Yesterday I cleaned out the wood-burner and the flue. I soon decided it was cheaper to buy the kit when we had the stove installed (even though the cleaning gear is quite expensive). I get the chimney sweeps back every three years or so just to make sure the flue is OK*. The flue comes out of the stove horizontally, although my brother has exactly the same stove and his goes straight out of the top. Its horses for courses although my set-up introduces one complication. There is obviously a bend in the flue pipe. The brush screws onto a series of six rods for the length of my flue (these fit to the cm). Getting the first of these around the bend is tricky. You have to use both arms, one to push the brush in as far as possible and the other to push the rod down as hard as possible simultaneously. Once the first rod is round the bend the others follow. Shuggle the brush up and down in the flue each time you screw a length of rod in and reverse the process once you’ve reached the top and you are done. I try to bring as much soot into the stove itself and then vacuum the reminder out in the horizontal bit of the flue just behind the stove.

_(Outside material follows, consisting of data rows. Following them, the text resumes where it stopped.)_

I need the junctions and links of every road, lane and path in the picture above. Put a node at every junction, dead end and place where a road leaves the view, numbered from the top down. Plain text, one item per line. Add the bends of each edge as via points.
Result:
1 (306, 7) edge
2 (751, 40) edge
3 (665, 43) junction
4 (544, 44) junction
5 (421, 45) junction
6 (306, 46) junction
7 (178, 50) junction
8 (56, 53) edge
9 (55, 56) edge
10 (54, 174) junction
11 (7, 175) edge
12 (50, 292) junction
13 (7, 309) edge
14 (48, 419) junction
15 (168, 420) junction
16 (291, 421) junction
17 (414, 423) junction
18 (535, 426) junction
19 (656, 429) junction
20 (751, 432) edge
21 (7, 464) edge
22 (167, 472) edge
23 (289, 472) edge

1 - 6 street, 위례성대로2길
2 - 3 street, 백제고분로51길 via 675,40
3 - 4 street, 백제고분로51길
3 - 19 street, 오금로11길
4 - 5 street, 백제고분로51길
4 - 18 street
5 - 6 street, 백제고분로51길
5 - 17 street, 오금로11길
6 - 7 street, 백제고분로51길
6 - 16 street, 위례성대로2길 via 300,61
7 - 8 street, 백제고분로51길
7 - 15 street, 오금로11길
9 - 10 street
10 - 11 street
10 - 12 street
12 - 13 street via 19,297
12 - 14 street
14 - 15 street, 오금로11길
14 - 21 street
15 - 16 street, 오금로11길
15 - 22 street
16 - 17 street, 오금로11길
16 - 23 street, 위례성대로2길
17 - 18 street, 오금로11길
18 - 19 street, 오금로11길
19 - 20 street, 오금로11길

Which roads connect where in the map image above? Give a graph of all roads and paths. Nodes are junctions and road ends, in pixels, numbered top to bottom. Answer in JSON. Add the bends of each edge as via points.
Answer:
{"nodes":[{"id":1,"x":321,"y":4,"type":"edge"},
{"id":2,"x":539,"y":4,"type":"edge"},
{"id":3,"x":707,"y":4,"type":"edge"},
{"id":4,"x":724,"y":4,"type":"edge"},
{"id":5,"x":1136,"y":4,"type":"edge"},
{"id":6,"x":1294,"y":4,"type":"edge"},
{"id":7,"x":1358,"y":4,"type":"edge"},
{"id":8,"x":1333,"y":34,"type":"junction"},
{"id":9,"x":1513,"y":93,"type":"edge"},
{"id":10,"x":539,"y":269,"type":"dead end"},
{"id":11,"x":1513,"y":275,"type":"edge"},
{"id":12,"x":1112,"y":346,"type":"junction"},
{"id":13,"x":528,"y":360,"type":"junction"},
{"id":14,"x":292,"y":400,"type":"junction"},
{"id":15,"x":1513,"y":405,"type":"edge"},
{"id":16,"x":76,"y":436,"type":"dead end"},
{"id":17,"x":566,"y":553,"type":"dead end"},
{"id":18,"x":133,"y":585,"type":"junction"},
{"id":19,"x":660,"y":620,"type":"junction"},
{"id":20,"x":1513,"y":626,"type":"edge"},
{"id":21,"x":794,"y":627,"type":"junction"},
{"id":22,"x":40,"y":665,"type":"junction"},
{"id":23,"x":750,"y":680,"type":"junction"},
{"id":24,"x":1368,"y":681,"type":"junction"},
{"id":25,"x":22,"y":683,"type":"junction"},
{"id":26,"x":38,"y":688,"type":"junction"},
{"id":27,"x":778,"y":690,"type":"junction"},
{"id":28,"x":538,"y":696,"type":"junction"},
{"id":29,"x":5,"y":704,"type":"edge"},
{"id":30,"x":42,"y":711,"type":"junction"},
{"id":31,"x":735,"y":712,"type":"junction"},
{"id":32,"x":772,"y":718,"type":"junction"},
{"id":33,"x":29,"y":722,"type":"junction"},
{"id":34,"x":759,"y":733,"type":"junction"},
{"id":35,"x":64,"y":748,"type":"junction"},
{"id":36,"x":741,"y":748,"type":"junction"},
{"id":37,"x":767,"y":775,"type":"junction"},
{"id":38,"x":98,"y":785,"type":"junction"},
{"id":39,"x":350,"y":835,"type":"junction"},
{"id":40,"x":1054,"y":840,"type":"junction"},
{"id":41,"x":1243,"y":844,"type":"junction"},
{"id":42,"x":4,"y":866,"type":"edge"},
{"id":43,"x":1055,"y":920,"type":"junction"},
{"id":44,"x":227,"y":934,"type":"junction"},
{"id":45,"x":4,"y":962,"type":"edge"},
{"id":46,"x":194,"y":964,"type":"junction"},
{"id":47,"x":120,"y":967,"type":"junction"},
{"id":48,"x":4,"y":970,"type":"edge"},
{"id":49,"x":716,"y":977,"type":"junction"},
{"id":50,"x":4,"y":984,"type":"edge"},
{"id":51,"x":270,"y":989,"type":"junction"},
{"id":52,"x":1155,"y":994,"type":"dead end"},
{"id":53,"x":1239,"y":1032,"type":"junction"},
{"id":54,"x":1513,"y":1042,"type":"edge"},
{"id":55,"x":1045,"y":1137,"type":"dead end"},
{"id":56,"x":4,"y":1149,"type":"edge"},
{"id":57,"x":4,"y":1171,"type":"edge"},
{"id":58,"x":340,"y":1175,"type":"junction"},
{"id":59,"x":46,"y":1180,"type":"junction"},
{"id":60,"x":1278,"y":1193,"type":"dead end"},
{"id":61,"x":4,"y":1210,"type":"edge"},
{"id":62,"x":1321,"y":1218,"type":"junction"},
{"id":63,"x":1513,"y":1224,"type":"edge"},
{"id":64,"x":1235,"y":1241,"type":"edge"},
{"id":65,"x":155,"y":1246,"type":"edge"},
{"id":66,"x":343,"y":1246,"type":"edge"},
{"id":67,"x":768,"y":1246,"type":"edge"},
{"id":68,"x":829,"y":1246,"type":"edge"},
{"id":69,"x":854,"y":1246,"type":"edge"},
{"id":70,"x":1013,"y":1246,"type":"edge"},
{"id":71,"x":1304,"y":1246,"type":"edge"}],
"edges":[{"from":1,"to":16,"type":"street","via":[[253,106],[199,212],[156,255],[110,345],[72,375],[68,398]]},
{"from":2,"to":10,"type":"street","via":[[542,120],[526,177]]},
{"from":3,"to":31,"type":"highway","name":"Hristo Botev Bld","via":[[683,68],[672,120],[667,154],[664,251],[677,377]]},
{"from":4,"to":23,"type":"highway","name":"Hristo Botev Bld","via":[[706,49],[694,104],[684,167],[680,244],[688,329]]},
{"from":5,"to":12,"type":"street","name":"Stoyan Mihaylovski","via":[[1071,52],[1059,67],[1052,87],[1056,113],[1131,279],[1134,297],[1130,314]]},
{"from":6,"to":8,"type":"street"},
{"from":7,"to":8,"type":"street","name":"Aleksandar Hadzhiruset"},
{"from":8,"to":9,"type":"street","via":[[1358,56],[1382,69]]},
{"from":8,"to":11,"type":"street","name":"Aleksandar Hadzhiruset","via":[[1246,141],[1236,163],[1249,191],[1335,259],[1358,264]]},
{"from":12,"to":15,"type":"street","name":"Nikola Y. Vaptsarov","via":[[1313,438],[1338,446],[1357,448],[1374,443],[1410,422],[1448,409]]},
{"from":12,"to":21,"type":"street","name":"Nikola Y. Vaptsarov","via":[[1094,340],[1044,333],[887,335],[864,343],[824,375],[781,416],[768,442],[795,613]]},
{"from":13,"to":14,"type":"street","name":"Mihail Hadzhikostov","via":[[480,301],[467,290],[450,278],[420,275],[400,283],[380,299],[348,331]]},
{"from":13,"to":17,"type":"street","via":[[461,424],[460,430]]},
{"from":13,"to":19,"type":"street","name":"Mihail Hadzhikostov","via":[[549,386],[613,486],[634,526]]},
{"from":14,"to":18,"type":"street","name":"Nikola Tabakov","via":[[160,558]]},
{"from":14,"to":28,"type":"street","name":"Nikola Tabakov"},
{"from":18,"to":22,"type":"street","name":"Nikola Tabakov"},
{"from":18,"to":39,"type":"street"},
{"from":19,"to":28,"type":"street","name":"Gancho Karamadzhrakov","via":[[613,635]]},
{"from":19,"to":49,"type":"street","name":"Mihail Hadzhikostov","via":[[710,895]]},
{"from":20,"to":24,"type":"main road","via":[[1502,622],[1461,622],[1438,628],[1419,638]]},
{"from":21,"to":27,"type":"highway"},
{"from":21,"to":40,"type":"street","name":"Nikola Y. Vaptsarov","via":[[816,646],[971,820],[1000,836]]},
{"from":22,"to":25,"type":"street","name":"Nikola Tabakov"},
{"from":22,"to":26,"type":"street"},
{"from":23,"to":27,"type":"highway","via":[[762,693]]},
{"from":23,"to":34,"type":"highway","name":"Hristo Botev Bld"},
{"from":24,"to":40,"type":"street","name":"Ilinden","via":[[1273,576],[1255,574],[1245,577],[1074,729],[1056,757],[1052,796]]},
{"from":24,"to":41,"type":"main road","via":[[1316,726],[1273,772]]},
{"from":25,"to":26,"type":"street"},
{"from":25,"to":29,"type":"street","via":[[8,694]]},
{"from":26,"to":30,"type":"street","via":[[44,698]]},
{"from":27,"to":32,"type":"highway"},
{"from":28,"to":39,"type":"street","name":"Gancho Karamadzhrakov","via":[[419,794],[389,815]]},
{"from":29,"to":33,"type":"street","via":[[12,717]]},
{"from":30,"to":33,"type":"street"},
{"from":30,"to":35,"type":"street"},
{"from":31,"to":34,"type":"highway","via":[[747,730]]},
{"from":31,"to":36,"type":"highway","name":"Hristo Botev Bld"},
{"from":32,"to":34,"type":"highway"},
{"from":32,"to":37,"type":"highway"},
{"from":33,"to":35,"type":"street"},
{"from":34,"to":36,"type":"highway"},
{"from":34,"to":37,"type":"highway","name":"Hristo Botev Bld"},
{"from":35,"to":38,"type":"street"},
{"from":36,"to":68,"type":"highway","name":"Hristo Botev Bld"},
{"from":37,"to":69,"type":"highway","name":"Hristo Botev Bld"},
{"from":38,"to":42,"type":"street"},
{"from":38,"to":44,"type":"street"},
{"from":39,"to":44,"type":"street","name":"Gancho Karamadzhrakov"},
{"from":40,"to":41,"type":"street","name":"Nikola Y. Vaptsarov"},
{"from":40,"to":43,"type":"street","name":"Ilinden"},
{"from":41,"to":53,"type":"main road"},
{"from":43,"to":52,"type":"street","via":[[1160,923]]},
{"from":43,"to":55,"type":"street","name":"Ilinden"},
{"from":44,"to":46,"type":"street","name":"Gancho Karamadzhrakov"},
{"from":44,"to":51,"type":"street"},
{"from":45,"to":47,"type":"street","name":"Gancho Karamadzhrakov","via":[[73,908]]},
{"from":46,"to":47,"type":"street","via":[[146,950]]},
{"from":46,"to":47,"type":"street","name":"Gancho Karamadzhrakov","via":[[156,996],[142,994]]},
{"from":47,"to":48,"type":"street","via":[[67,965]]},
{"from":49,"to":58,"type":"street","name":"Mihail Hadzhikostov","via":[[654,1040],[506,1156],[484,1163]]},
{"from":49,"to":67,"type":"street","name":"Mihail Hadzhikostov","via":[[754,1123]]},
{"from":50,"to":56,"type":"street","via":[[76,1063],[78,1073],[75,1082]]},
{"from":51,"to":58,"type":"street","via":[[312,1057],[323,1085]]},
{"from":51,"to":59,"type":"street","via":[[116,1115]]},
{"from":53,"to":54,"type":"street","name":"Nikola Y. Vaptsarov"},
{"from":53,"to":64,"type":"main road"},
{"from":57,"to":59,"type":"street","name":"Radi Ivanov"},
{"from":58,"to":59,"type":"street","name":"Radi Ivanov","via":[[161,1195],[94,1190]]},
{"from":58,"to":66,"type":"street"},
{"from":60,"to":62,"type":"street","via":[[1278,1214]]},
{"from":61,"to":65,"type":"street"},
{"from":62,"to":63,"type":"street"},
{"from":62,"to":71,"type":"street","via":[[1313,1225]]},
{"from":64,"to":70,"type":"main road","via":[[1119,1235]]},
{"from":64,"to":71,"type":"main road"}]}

I always check for vermiculite powder in the soot (its white), this is the flue liner in the chimney and would mean the flue has been breached. There’s always been a tiny bit, but yesterday none. I assume the small amount up and till now was leftover from the installation process? I try to clean the flue twice a season. The soot and ash I dump on the lawn, so try to do it when its raining. Its worth checking your flue at the beginning of the season just to see there is not an old bird’s or wasp’s nest in it. The final thing to watch was what nearly happened to me yesterday. Always screw everything together tightly otherwise you might leave something dangling. One of my connections was very loose, so this nearly happened to me.
*They are quite famous, one was an extra in Star Wars (the 1977 one I think)!